Let's break that down a bit – especially the words that I've italicized.
First, as we've seen, the punishment for our sins is death. Even though Jesus, unlike us, is completely innocent, he chooses to experience death in solidarity with us. He's not just any one of us, though – As the Son of God, he establishes himself as our head or representative before God and dies on our behalf.
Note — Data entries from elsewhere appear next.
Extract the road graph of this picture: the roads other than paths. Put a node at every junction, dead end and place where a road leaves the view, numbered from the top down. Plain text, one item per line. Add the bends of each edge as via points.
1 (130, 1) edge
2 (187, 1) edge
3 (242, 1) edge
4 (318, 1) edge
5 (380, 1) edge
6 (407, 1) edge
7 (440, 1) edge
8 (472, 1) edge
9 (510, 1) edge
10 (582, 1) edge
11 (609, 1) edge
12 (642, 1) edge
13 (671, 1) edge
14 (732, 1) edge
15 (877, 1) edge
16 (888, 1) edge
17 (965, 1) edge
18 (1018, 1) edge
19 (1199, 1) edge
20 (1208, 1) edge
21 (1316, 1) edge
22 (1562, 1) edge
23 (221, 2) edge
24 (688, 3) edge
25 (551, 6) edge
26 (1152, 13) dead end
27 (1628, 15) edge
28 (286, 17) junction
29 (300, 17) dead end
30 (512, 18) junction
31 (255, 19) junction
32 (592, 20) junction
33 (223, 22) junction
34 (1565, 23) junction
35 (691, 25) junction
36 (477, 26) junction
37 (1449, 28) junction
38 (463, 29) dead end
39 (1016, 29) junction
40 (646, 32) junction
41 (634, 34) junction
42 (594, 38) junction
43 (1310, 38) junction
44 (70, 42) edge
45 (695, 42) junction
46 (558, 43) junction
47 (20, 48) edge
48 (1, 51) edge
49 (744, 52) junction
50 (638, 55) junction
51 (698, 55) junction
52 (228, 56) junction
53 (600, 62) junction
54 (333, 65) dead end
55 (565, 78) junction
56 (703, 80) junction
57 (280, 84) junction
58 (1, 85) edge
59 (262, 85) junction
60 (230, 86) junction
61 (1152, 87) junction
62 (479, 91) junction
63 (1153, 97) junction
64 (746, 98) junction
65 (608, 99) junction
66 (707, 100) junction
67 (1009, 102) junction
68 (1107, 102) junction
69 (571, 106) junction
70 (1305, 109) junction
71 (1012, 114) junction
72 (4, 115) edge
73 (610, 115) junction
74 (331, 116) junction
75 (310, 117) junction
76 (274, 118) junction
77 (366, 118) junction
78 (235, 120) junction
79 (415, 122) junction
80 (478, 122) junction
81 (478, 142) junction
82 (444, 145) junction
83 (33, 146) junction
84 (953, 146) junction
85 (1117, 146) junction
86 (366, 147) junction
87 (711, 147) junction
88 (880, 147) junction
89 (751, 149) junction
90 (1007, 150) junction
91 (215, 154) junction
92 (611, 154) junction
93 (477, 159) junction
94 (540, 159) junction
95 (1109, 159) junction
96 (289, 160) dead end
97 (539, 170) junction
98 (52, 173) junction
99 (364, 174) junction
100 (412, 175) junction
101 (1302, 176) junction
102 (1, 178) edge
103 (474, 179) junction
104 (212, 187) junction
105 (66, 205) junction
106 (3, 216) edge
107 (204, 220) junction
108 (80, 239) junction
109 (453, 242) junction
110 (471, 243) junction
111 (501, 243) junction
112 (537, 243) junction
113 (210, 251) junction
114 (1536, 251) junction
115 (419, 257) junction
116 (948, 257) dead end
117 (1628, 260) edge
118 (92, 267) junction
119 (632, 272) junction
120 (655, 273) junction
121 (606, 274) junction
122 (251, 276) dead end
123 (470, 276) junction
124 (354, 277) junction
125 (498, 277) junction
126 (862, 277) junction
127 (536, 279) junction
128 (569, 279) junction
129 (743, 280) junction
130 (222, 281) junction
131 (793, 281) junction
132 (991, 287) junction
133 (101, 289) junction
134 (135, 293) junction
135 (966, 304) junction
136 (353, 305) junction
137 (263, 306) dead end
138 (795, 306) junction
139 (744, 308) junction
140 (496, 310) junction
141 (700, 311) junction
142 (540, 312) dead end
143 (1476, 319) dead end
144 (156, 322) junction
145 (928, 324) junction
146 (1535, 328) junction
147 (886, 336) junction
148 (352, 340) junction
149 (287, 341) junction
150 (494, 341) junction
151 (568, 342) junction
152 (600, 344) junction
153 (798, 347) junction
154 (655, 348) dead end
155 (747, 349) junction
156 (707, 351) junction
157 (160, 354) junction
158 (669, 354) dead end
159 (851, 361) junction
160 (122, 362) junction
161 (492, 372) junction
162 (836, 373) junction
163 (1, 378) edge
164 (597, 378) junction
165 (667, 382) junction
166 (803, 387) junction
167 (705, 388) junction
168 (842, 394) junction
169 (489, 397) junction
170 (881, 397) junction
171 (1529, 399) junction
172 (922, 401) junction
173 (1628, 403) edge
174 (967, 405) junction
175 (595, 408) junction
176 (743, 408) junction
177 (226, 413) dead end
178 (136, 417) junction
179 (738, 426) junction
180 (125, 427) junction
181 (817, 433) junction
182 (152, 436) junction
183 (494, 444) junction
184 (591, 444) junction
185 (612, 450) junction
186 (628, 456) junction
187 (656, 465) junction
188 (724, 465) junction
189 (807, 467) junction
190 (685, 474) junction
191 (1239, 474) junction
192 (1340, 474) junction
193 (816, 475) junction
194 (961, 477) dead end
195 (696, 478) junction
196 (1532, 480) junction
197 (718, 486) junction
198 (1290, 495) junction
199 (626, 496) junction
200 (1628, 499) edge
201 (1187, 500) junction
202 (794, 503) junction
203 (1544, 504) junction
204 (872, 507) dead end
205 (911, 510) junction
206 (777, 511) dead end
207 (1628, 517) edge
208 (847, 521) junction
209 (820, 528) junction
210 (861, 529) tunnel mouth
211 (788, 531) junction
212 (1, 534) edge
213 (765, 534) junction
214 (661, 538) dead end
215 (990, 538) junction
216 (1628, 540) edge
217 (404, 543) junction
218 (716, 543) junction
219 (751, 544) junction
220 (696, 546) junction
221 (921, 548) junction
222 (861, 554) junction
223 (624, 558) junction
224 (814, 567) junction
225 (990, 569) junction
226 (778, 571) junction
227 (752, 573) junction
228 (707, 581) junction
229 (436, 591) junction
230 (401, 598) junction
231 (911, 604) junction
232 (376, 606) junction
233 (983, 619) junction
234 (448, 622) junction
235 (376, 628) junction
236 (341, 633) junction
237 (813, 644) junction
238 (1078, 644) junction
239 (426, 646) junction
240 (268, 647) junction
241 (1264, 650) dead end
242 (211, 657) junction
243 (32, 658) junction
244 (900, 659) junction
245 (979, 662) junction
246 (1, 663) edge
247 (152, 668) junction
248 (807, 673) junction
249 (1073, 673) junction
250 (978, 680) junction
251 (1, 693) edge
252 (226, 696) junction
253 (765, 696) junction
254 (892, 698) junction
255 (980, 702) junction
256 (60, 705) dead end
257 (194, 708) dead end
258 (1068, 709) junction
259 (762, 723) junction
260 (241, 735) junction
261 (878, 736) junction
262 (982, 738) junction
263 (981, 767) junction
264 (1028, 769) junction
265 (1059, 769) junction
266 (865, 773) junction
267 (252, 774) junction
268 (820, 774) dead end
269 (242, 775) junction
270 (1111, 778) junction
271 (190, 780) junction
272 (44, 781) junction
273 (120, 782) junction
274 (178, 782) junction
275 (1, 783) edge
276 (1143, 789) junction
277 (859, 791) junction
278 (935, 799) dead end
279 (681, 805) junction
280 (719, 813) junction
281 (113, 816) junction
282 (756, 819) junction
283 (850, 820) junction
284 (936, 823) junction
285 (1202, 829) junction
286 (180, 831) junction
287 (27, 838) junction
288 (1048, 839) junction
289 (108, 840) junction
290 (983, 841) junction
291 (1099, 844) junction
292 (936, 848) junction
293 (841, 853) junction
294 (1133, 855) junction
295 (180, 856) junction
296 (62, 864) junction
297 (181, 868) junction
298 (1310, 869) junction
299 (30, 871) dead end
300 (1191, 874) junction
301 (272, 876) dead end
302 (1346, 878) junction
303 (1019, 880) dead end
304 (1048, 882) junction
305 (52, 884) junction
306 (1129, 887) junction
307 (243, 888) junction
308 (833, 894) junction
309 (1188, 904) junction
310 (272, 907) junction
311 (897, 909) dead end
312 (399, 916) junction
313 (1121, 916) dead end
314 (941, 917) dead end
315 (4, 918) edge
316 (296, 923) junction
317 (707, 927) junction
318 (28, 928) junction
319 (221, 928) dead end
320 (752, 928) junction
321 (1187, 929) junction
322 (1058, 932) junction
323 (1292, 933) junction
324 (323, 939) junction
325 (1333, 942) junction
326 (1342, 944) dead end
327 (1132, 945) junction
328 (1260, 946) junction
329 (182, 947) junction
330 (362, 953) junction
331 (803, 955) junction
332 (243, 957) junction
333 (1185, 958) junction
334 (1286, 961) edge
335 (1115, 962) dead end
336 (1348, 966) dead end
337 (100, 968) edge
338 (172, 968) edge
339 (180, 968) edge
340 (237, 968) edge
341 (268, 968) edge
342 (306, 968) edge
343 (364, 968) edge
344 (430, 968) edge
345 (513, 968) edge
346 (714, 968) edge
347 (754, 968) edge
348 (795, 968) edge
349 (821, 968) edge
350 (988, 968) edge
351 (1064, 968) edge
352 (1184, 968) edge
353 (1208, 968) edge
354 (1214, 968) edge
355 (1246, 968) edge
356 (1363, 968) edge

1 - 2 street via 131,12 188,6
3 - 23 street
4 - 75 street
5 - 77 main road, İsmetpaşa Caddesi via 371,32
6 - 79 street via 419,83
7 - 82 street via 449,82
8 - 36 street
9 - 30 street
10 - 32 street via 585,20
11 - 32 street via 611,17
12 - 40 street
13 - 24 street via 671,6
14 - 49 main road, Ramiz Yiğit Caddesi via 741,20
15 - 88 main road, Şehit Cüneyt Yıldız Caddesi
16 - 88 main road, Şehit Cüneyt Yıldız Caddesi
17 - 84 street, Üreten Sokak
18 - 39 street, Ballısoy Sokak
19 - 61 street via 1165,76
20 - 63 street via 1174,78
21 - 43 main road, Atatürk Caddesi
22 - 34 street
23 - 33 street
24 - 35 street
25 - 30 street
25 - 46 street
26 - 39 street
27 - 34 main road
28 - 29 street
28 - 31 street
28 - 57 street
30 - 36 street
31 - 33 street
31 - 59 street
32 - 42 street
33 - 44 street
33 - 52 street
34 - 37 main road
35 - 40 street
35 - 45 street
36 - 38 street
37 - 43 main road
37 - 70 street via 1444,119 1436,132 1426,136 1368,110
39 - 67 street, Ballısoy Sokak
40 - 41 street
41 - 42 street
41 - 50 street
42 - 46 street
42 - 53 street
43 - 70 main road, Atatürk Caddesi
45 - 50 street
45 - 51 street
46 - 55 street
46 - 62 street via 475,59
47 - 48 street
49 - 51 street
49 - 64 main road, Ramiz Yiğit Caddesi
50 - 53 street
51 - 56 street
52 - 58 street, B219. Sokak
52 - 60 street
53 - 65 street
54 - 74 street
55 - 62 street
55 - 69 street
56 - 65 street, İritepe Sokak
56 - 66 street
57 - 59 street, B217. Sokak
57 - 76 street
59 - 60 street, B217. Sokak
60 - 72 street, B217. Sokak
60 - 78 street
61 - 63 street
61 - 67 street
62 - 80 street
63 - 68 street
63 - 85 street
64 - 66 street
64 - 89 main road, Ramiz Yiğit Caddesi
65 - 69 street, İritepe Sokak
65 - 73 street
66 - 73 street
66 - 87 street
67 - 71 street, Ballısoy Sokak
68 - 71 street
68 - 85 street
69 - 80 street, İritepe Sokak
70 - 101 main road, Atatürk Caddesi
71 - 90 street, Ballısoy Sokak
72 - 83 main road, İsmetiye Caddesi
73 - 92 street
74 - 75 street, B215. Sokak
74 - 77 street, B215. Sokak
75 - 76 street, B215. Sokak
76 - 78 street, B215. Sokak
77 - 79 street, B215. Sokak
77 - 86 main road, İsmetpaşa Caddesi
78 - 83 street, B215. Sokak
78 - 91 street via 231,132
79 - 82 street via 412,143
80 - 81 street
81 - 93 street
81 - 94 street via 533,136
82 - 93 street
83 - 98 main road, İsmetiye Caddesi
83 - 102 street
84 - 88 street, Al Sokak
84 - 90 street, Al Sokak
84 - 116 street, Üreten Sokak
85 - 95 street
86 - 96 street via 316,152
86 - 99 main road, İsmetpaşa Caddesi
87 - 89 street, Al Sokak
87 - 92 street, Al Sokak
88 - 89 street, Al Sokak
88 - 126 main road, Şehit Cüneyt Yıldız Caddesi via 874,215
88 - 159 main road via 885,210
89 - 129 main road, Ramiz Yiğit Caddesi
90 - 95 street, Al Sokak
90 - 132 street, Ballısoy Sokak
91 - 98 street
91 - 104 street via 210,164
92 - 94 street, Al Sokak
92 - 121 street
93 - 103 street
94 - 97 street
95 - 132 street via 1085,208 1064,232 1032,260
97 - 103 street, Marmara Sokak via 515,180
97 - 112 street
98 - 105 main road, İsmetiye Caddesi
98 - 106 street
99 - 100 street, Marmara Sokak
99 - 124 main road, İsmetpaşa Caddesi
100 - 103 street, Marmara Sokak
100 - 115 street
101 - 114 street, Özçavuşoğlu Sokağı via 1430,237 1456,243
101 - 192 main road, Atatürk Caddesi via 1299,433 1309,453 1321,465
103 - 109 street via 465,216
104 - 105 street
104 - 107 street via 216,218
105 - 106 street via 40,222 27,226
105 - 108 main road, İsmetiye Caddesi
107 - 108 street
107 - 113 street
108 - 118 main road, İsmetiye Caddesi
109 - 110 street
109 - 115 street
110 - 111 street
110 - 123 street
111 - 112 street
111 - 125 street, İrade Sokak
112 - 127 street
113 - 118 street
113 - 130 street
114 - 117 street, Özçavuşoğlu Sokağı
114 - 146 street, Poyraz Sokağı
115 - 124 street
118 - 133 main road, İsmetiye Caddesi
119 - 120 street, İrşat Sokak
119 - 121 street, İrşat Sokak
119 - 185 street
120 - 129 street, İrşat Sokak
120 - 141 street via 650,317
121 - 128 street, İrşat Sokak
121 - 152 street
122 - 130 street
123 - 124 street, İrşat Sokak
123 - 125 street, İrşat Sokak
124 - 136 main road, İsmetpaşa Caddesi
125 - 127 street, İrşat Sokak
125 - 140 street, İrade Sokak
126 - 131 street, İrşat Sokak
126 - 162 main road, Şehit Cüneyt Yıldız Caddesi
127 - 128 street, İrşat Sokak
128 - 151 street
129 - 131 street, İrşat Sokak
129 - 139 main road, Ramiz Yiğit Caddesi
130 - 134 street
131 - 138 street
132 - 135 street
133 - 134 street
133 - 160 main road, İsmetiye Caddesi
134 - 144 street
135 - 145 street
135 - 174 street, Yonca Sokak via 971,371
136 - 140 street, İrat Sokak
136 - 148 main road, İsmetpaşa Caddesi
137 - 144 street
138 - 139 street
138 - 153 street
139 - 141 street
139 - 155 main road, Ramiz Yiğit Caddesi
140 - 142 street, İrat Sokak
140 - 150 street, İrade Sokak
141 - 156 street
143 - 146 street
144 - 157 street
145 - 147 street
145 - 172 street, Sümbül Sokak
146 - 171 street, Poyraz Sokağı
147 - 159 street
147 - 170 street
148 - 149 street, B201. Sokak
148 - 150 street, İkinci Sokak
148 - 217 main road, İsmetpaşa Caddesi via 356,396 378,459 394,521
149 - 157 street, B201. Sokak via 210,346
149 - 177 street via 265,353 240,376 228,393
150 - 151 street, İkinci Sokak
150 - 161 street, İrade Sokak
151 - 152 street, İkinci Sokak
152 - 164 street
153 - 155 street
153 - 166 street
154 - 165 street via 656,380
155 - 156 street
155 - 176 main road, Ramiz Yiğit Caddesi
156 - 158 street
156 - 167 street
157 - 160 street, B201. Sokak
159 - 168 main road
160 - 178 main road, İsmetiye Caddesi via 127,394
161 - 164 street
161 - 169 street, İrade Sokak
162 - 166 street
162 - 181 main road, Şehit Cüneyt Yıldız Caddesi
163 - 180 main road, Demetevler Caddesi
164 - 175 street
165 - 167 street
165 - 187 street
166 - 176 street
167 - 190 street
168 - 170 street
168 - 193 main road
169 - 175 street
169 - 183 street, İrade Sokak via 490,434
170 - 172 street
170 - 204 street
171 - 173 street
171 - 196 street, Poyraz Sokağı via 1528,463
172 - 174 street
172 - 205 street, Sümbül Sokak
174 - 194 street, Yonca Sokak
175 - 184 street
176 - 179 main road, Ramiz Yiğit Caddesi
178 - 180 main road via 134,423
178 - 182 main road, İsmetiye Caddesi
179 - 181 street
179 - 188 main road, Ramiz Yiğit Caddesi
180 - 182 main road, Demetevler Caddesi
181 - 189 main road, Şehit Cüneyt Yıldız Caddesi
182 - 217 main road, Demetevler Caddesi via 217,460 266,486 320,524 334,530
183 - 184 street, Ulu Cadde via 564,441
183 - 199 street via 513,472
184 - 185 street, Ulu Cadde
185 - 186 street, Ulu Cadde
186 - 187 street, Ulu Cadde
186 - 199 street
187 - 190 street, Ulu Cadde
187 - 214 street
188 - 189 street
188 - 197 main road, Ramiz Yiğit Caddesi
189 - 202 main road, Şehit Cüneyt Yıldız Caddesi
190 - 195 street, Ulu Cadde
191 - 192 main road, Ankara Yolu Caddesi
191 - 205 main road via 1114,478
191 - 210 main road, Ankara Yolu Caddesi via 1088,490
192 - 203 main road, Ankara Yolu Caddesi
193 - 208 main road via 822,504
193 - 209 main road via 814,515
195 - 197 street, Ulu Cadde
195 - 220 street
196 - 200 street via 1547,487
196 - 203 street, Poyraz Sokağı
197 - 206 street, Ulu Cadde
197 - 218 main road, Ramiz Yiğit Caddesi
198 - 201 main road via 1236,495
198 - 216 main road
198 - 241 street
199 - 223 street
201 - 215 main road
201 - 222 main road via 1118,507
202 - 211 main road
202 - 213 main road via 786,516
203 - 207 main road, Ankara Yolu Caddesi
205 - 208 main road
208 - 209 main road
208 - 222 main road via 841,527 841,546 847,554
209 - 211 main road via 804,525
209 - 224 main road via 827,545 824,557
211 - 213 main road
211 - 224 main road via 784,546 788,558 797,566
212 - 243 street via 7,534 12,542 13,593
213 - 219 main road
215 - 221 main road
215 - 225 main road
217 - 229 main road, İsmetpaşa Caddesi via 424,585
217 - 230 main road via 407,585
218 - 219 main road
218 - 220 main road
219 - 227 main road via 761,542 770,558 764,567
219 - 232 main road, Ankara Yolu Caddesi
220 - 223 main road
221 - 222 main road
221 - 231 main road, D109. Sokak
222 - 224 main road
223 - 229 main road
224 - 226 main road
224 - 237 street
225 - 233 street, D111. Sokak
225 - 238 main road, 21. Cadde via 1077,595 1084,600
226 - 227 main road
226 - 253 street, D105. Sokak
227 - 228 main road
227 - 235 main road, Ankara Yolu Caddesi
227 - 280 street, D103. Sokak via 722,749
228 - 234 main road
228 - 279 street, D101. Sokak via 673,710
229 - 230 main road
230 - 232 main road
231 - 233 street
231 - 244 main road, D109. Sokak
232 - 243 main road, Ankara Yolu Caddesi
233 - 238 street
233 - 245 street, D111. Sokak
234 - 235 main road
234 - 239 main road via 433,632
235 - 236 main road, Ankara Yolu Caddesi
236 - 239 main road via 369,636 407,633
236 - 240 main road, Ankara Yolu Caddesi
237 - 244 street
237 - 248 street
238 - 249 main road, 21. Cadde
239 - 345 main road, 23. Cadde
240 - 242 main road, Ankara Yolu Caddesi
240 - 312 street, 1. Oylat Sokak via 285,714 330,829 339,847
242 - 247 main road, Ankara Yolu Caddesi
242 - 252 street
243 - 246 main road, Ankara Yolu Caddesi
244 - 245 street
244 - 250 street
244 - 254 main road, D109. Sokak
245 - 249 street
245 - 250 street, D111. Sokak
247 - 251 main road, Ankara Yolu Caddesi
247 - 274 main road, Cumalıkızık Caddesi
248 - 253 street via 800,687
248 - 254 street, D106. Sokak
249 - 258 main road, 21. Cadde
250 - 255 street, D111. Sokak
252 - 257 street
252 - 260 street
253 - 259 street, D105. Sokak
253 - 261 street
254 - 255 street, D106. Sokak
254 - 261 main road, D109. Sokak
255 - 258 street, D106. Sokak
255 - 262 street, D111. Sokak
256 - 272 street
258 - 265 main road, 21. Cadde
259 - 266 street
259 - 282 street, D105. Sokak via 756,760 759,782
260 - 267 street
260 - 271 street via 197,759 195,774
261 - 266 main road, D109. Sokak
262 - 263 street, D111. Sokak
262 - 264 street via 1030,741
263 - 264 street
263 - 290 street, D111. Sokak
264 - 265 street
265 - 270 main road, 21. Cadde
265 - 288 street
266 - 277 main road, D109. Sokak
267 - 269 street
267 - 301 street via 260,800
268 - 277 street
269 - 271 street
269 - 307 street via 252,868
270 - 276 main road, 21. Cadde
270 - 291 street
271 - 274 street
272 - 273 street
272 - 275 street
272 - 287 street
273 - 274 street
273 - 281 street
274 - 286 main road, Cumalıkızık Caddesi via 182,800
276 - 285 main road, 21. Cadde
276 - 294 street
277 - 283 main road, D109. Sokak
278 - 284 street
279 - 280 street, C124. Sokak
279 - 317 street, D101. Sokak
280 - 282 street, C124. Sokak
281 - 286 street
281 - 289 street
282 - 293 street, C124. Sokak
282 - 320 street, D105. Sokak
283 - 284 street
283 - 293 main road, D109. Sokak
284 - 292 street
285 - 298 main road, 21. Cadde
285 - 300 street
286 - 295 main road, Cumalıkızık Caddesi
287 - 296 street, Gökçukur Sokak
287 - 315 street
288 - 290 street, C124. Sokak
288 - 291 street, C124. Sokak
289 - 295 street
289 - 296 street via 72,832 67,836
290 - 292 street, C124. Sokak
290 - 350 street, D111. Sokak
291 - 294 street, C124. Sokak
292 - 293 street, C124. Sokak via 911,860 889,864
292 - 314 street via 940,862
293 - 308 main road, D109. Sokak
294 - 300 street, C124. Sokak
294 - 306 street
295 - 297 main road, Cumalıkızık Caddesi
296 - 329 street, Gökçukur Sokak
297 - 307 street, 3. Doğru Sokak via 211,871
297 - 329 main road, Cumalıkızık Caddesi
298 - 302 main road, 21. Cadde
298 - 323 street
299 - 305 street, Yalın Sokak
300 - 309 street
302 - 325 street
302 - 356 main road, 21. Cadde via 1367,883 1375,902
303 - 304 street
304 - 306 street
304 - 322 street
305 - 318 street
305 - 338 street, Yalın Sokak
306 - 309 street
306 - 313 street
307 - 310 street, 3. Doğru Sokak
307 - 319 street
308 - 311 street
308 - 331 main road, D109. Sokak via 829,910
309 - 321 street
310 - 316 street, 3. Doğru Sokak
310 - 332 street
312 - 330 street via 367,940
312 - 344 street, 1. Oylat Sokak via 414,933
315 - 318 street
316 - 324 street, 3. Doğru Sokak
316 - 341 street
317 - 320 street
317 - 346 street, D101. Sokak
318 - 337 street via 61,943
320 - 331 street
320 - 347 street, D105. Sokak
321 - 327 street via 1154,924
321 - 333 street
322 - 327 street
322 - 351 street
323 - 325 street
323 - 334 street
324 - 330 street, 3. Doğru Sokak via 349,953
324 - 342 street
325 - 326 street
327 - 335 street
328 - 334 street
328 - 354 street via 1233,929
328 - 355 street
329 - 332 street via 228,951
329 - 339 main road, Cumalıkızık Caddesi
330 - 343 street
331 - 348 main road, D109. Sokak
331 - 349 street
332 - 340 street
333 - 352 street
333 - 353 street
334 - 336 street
When Jesus is on the Cross, however, God the Father doesn’t pour out his wrath on the Son. The Catechism of the Catholic Church 603 states:
Jesus did not experience reprobation as if he himself had sinned. But in the redeeming love that always united him to the Father, he assumed us in the state of our waywardness of sin, to the point that he could say in our name from the cross: “My God, my God, why have you forsaken me?” Having thus established him in solidarity with us sinners, God “did not spare his own Son but gave him up for us all,” so that we might be “reconciled to God by the death of his Son.”
In other words, it’s not so much that Jesus switches places with us, but that Jesus becomes one with us in the punishment of death, so that united with him we might receive the rewards of eternal life.
What makes Jesus’ death valuable isn’t just that his blood was spilled, but that he died out of pure love of God and us. The Catechism 616 says, "It is love “to the end” that confers on Christ’s sacrifice its value as redemption and reparation, as atonement and satisfaction." God the Father was never just looking for just the spilled blood of a sacrifice, but for what that blood represents – love, a heart that gives itself completely, just as God gives himself completely to us. Jesus solved that problem by giving himself wholeheartedly, perfectly, and completely out of love for God and for us, more than making up for our sins. The Cross redeems us not because the Father pours out his wrath on the Son, but because the Son pours out his love to the Father.
Finally, in rising again, Jesus brings about a new way of life for us, transforming us from within and conforming us to his own holiness. St. Paul emphasizes this in Romans 6:3-4 this when he talks about what Jesus does through the sacrament of Baptism, saying,
[A]re you unaware that we who were baptized into Christ Jesus were baptized into his death? We were indeed buried with him through baptism into death, so that, just as Christ was raised from the dead by the glory of the Father, we too might live in newness of life.
In Baptism we are buried with Jesus and rise again with him to a new way of life. The punishment of our past sins is no longer an issue, because it’s as if our old sinful self has died with Christ, and we’ve risen to a new life of grace with him, the life of the children of God.
In this new life of grace, we called to be more and more conformed to Jesus as St. Paul says in Romans 8:29, "For those he foreknew he also predestined to be conformed to the image of his Son, so that he might be the firstborn among many brothers." Some Christians seem to speak as if Jesus was holy so we don’t have to be. Instead, Jesus was holy so that we could actually be made interiorly holy, not by our strength, but by his.
As we commemorate the crucifixion of Jesus once again this year, let's ask for the grace that only Jesus Christ can give – the grace to live as he lived and to love as he loves. Then we will have begun to experience the reason for Jesus' death for us.